I think that mounting / as R/W and /snapshots as R/O could be a legal 
use. If mount mounts /snapshots first, there is no way to mount / R/W.

>> - If the same backing file is already used for a loop device with
>>    correct offset, but incorrect sizelimit, there is no solution. The
>>    current implementation does not check for it.
>
> IMHO the current "check start offset only" is a poor solution if we want
> to re-use loopdevs. It would be better to think about offset+limit
> as about partition and about backing-file as about whole-disk.

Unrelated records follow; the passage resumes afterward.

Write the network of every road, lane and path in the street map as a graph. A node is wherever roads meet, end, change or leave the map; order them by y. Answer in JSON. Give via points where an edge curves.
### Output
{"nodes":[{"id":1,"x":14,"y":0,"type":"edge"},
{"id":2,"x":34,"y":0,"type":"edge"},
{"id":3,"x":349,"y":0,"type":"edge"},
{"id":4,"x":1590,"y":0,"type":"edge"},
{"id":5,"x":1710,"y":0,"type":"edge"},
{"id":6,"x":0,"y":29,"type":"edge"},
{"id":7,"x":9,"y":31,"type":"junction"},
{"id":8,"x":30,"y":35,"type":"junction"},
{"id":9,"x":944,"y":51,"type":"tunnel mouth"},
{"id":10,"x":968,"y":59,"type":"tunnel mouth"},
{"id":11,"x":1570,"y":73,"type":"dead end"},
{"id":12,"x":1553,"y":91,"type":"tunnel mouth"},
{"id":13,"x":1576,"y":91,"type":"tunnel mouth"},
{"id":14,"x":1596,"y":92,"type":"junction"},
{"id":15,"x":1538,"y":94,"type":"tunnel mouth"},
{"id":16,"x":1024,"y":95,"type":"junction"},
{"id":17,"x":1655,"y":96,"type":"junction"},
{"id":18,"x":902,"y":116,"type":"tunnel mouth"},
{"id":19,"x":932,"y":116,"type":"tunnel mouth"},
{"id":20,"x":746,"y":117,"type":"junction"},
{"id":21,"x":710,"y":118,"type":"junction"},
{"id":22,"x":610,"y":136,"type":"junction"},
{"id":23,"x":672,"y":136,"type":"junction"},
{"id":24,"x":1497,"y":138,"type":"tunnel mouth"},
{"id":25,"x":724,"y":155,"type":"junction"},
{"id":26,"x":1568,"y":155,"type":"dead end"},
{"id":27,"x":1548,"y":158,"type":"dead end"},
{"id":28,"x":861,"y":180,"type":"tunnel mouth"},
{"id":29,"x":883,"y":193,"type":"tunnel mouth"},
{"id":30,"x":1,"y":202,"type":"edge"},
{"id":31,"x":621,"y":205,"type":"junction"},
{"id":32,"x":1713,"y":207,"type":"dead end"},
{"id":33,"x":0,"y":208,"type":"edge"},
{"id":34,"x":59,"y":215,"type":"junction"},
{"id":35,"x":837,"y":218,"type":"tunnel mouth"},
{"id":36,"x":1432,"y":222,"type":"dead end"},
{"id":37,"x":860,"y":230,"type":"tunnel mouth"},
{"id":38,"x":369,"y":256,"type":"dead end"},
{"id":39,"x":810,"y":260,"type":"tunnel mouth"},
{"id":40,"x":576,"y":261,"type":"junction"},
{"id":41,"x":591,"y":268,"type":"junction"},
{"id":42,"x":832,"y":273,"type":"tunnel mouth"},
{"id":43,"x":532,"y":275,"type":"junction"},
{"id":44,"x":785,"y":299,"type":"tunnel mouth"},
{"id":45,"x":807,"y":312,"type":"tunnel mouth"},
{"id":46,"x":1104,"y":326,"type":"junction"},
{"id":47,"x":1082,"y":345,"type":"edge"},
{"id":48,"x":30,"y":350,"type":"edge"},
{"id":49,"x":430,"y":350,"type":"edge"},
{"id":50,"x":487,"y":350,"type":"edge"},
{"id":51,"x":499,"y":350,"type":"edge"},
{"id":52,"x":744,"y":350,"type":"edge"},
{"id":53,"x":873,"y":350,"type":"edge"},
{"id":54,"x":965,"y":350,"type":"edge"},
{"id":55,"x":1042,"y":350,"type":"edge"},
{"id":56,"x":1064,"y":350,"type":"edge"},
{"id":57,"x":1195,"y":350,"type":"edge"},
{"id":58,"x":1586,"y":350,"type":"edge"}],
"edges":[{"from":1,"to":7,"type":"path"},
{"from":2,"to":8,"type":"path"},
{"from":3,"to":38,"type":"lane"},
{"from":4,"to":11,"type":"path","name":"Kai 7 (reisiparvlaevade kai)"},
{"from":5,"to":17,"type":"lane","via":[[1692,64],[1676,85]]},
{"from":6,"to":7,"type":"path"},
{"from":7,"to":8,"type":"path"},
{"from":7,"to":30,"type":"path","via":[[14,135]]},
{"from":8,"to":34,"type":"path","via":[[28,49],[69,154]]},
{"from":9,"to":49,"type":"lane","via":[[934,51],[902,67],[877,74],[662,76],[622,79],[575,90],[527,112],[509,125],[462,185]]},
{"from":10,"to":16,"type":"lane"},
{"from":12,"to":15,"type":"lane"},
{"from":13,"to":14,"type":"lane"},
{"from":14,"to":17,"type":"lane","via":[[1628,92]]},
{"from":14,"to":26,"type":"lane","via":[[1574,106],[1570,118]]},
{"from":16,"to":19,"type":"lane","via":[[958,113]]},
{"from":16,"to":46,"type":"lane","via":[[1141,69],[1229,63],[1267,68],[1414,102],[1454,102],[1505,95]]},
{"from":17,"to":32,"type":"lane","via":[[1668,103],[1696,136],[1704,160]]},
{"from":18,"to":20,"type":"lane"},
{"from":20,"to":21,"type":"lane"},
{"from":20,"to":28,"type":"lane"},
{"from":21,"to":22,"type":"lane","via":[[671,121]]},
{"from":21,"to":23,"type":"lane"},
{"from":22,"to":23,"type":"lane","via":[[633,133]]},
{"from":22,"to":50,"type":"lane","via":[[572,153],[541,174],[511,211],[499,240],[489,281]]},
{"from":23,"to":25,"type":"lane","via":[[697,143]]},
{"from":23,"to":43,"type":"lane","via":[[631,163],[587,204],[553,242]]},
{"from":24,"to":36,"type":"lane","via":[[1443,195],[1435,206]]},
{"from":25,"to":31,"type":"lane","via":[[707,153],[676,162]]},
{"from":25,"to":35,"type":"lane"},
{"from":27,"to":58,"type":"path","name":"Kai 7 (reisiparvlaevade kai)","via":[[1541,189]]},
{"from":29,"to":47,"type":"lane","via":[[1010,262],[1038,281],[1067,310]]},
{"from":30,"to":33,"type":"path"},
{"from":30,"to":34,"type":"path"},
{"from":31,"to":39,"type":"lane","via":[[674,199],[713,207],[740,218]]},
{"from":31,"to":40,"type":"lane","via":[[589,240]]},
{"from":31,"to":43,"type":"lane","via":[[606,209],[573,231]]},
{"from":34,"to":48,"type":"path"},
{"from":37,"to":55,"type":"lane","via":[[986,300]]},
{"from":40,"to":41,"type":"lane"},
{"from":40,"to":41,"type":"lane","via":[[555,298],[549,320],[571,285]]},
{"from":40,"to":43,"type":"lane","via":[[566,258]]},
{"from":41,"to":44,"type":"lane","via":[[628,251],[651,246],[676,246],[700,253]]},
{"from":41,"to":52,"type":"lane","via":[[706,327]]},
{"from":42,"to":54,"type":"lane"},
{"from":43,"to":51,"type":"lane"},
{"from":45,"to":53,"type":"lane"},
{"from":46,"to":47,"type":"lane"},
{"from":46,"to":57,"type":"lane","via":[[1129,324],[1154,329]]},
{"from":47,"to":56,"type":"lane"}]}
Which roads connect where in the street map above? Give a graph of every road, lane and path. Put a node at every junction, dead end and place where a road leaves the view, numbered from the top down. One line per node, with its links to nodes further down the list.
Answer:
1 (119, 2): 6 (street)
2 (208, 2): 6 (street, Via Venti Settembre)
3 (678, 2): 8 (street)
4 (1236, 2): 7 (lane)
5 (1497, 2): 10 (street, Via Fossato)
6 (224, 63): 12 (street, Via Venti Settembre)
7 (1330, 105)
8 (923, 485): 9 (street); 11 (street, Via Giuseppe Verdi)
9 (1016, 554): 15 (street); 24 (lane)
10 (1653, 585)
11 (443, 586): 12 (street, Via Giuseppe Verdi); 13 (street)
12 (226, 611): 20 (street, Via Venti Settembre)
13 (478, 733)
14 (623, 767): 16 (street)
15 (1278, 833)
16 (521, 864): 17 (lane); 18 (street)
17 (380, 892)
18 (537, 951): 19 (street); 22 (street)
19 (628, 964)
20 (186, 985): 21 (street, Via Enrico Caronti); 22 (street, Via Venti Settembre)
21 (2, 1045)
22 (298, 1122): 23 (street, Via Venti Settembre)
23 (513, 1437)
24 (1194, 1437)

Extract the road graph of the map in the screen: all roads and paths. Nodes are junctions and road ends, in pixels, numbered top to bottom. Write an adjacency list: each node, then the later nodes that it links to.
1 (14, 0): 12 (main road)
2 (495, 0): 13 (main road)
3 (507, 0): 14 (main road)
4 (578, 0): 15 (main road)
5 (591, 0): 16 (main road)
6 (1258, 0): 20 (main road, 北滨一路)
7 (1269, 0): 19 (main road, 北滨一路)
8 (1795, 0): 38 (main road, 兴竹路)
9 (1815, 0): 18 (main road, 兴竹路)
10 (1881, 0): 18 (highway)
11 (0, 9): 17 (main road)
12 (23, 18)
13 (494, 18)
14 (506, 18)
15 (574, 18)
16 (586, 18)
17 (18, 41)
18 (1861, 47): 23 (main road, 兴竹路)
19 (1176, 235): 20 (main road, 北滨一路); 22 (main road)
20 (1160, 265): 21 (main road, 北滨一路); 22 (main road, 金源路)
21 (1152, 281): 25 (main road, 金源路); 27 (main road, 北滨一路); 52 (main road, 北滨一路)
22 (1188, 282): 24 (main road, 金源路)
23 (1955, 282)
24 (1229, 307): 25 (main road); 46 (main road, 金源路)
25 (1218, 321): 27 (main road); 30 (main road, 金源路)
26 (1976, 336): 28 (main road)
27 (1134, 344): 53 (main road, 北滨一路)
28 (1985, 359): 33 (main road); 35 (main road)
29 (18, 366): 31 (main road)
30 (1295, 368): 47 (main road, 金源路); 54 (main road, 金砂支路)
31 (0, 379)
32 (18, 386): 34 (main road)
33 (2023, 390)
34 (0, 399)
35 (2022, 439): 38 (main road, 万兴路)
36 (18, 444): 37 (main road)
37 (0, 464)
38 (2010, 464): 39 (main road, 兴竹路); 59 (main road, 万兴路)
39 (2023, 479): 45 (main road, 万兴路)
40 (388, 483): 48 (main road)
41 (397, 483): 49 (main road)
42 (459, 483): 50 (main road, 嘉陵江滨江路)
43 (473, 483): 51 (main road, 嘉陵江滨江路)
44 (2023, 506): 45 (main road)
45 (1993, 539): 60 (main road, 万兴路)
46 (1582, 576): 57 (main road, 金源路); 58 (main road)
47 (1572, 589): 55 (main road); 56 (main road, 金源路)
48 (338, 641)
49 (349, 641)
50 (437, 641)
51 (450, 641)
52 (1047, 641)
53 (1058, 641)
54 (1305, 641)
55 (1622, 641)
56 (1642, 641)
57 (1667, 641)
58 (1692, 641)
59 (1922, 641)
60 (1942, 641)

I am aware that it is unsafe. But it was easy, and will work in most 
"normal" cases. Nobody has a reason to initialize loop device that 
contains only half of the partition.

> It means check if the area specified by offset+limit does not overlap
> any existing backing-file mapping. It should be possible to re-use
> loopdev (by mount(8)) only if offset and size matches.
 >
> It should be also forbidden to create a new (non re-used) loopdev if
> area specified by offset and sizelimit overlap any existing backing
> file mapping. This is important!
>
> Maybe we can also improve losetup to warn about overlapping loop
> devices.

This sounds as a 100% safe solution.

>> - There exists a change for a race condition between device lookup and
>>    mount syscall.
>
> Sure.

I was thinking about LO_FLAGS_OPEN_FD flag for 
loopcxt_find_by_backing_file(). It will use open() as soon as possible, 
and if it fails, it repeats the iteration.
loopctxt_close_fd() would then close it.

But it would need more work, as mount does not have access to loopctxt.

>> - The implementation does not check for crypto. I think it is not a big
>>    problem, as it makes no sense to initialize the same backing file as
>>    encrypted and non-encrypted at once.
>
> There is nothing like loop devices encryption :-)

Good to know. It is still a part of kernel structures.

-- 
Best Regards / S pozdravem,

Stanislav Brabec
software developer
---------------------------------------------------------------------
SUSE LINUX, s. r. o.                         e-mail: sbrabec@suse.com
Lihovarská 1060/12                            tel: +49 911 7405384547
190 00 Praha 9                                 fax:  +420 284 084 001
Czech Republic                                    http://www.suse.cz/
PGP: 830B 40D5 9E05 35D8 5E27 6FA3 717C 209F A04F CD76

next prev parent reply	other threads:[~2016-04-13 12:52 UTC|newest]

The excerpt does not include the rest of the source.